What is expected: Find every line in the data that contains the word "graph". Return each of those lines.

*** Data for this exercise

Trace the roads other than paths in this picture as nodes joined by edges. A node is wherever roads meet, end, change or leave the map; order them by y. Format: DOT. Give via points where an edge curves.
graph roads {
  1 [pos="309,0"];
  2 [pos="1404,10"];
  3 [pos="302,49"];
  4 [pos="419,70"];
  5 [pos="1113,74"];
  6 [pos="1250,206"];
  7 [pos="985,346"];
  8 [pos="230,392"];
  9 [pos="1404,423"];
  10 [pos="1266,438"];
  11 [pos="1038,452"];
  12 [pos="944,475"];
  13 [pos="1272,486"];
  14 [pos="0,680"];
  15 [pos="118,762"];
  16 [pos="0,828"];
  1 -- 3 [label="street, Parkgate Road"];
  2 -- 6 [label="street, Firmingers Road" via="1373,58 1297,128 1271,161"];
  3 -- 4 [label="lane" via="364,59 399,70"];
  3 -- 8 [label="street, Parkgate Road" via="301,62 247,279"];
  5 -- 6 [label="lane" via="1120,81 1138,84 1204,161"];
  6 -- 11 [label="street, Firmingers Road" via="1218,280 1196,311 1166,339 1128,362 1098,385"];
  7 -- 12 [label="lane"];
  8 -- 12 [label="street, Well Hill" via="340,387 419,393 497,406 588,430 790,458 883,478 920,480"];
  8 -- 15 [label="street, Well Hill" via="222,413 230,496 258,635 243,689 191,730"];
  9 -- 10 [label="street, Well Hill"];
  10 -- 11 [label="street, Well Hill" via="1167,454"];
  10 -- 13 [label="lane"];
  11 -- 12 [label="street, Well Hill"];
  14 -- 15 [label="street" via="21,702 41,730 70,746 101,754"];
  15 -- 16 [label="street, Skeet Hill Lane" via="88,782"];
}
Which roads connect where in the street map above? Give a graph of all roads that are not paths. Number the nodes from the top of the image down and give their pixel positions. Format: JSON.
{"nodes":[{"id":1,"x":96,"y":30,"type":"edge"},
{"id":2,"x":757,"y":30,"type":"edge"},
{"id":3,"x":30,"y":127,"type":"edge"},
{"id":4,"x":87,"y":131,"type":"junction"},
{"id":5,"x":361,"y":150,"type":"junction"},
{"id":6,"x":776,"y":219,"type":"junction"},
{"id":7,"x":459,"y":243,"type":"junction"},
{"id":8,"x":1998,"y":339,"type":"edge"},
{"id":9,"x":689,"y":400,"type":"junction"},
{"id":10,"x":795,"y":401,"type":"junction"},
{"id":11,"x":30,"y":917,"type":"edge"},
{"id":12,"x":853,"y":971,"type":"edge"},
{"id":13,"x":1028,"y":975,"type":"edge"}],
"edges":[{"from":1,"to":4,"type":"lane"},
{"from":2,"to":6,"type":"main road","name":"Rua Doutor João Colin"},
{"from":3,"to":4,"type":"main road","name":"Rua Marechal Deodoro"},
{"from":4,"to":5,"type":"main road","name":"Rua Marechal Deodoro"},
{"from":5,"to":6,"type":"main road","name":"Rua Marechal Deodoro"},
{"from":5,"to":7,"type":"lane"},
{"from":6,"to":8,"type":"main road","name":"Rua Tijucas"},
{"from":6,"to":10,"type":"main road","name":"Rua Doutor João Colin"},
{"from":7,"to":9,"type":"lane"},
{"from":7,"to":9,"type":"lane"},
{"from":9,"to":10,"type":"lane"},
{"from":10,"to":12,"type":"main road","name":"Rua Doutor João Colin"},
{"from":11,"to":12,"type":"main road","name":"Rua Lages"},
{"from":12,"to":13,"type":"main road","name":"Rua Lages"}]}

******

Output for this task:
graph roads {
Which roads connect where in the street map above? Give a graph of all roads that are not paths. Number the nodes from the top of the image down and give their pixel positions. Format: JSON.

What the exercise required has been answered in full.